WASHINGTON— America’s Credit Unions President and CEO Jim Nussle pushed back against a recent American Banker op-ed, which ACU asserts contains “factually inaccurate claims” intended to undermine the critical role credit unions serve nationwide.
"These attempts by banks to call for a so-called ‘level playing field’ would do anything but that. These tired claims are deeply flawed, relying on deliberate misdirection and chronic misinformation,” Nussle stated. “As not-for-profit financial cooperatives, credit unions are uniquely positioned to leverage the Community Development Financial Institutions (CDFI) Fund to benefit communities nationwide. Congress deliberately included credit unions when creating the CDFI Fund, and the 2000 implementing regulation explicitly affirmed that insured credit unions can be certified as CDFIs and receive funding. Any claims to the contrary ignore both the law and the facts.”
Nussle pointed to facts he asserted “speak for themselves.”

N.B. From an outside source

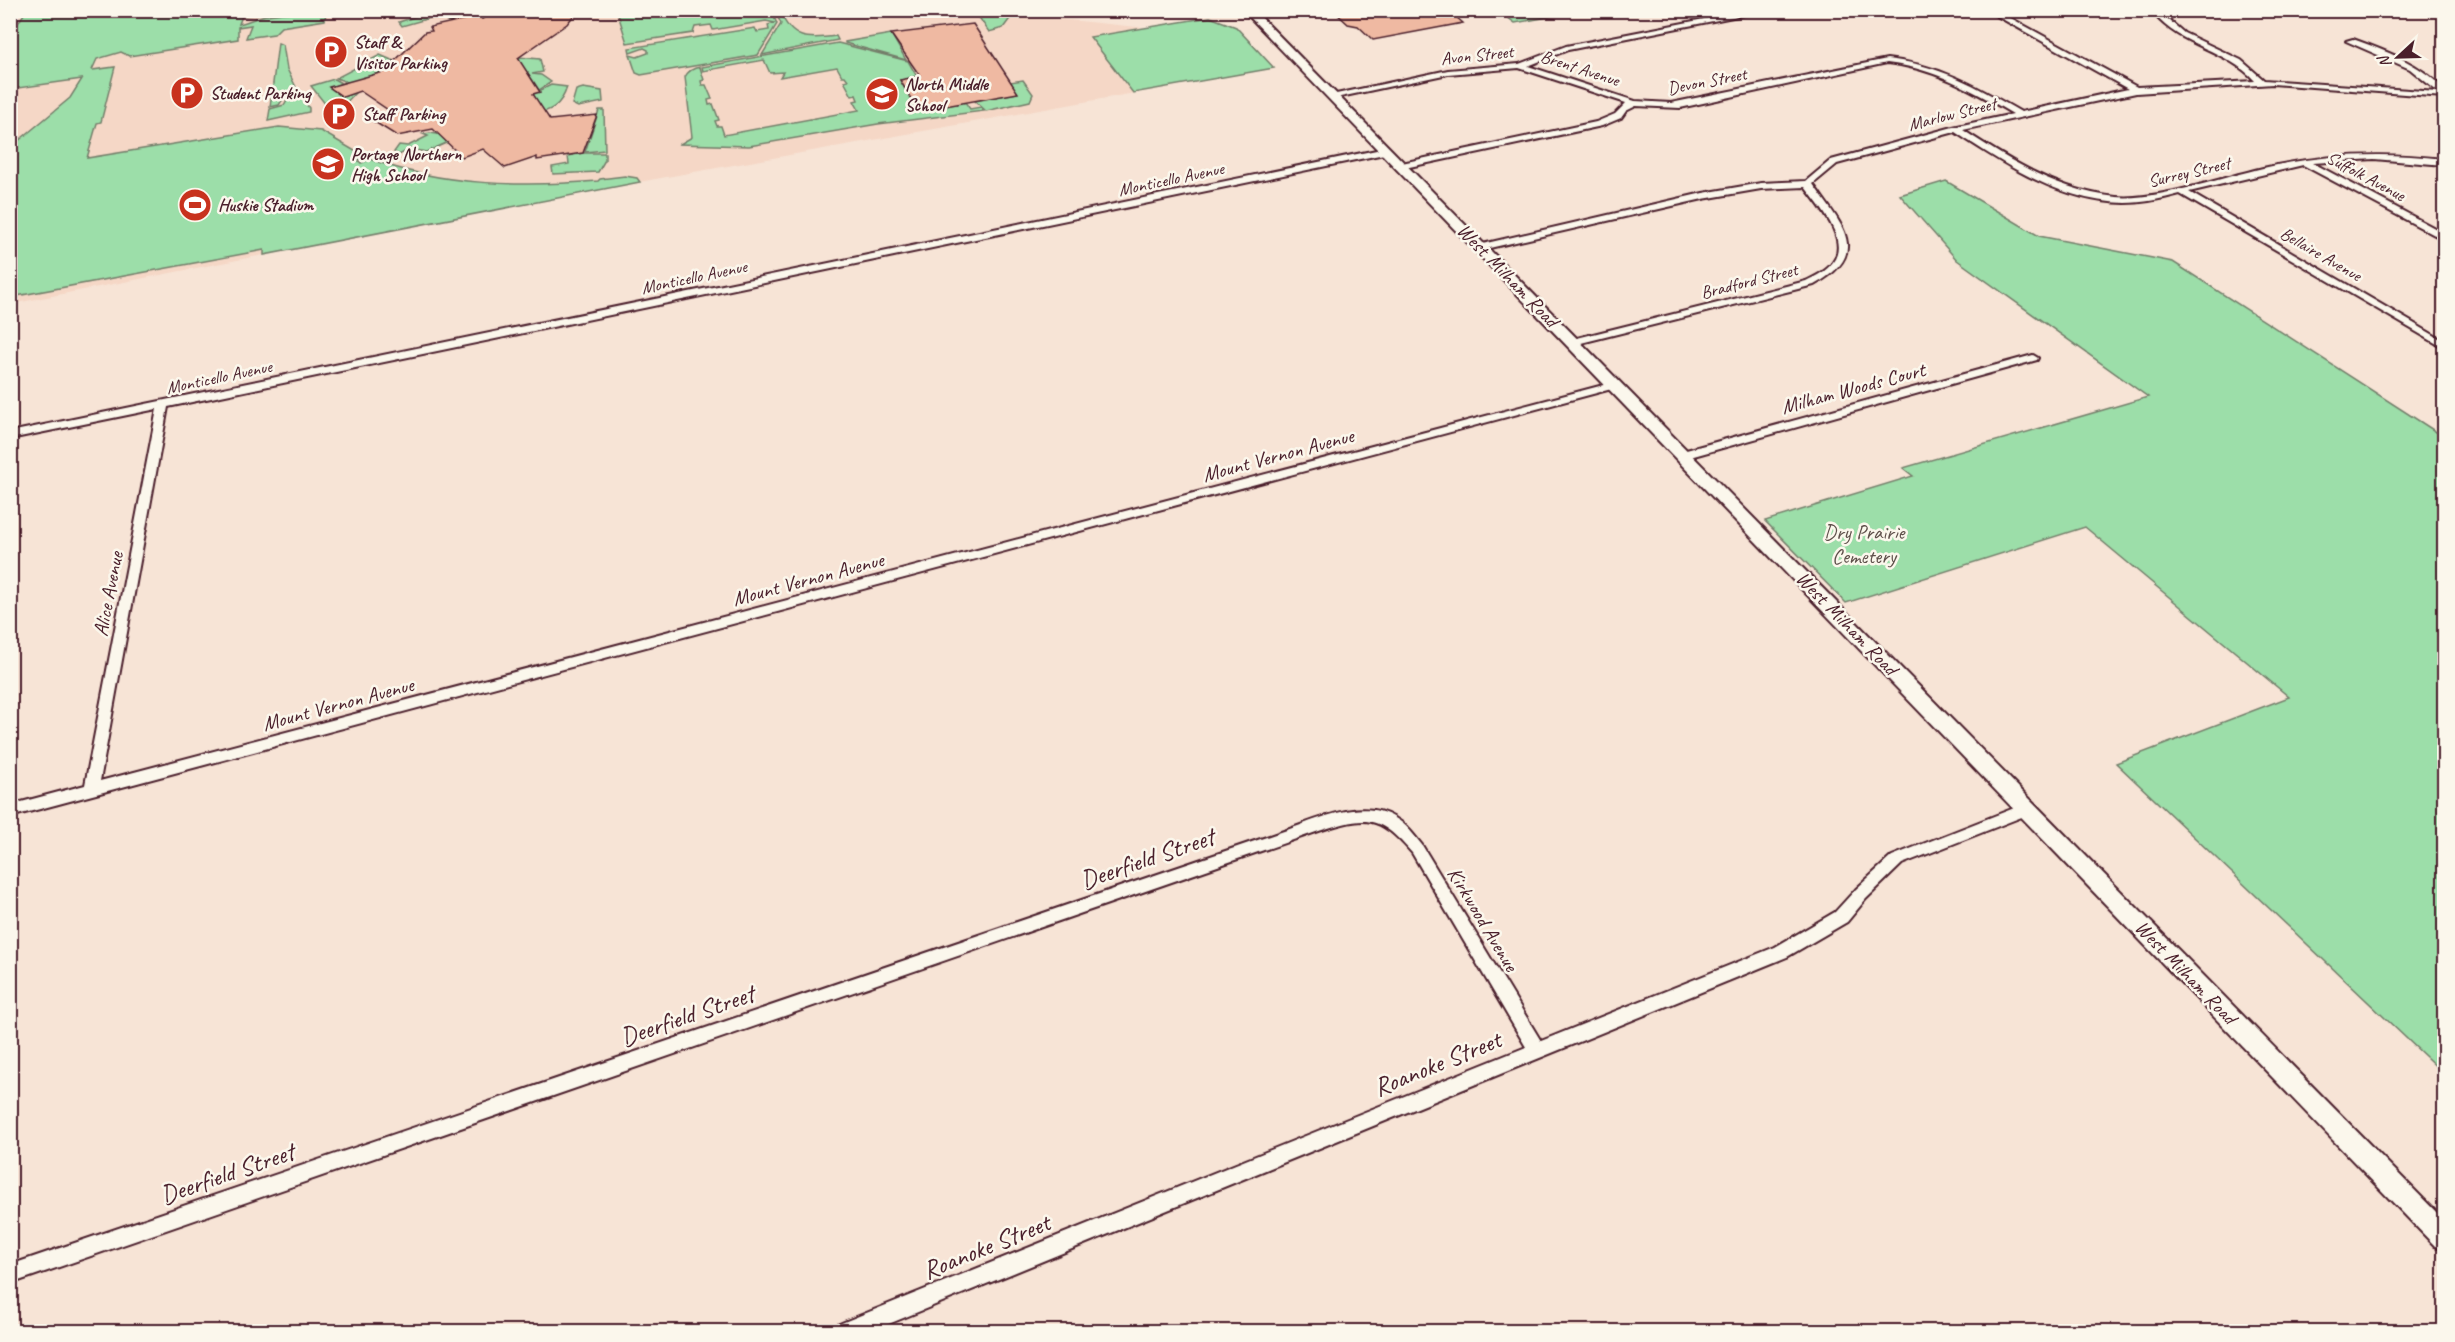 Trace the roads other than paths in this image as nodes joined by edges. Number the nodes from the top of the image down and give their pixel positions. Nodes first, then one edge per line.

“For every dollar of CDFI funding received, credit unions deliver an average of $12 in measurable community impact,” Nussle said. “That return reflects credit unions’ mission to put people first. It’s exactly why Congress should continue to support credit unions’ work in strengthening underserved communities—whether in rural areas or urban centers—and serving the small business owners and 144 million hardworking people who count on credit unions today and into the future.”

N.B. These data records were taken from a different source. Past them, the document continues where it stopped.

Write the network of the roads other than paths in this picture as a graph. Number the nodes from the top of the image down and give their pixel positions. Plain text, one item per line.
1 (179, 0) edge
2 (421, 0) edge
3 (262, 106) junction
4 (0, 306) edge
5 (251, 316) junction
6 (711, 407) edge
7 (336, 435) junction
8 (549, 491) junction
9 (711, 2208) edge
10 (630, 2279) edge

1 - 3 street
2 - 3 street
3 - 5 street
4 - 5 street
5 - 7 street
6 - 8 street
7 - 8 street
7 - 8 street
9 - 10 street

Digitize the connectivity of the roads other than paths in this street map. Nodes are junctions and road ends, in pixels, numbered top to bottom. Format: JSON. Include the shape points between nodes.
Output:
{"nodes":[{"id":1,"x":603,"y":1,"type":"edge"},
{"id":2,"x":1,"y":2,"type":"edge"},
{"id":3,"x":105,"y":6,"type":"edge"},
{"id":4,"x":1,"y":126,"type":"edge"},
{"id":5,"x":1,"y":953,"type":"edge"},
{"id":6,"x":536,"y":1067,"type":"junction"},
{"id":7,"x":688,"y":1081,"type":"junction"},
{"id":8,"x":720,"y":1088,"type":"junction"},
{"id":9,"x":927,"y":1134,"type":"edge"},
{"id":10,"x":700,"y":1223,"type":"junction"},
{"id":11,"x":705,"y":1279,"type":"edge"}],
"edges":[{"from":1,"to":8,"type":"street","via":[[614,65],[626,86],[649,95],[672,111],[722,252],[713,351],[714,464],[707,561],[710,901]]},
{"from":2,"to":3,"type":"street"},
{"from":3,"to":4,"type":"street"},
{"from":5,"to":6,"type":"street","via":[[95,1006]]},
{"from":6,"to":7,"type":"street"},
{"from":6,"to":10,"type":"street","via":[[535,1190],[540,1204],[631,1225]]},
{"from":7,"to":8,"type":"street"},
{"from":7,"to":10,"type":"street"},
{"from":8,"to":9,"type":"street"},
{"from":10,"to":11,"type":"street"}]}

The American Banker op ed, penned by Ryan Ellis, president of the Center for a Free Economy, asserts credit unions are “grifting taxpayers twofold because they are exempt from most federal, state, and local taxes, and are subsidized by an arcane entity housed within the U.S. Treasury Department: the Community Development Financial Institution, or CDFI, Fund. Credit unions' tax status also conflicts with CDFI requirements, raising questions about their current tax treatment.”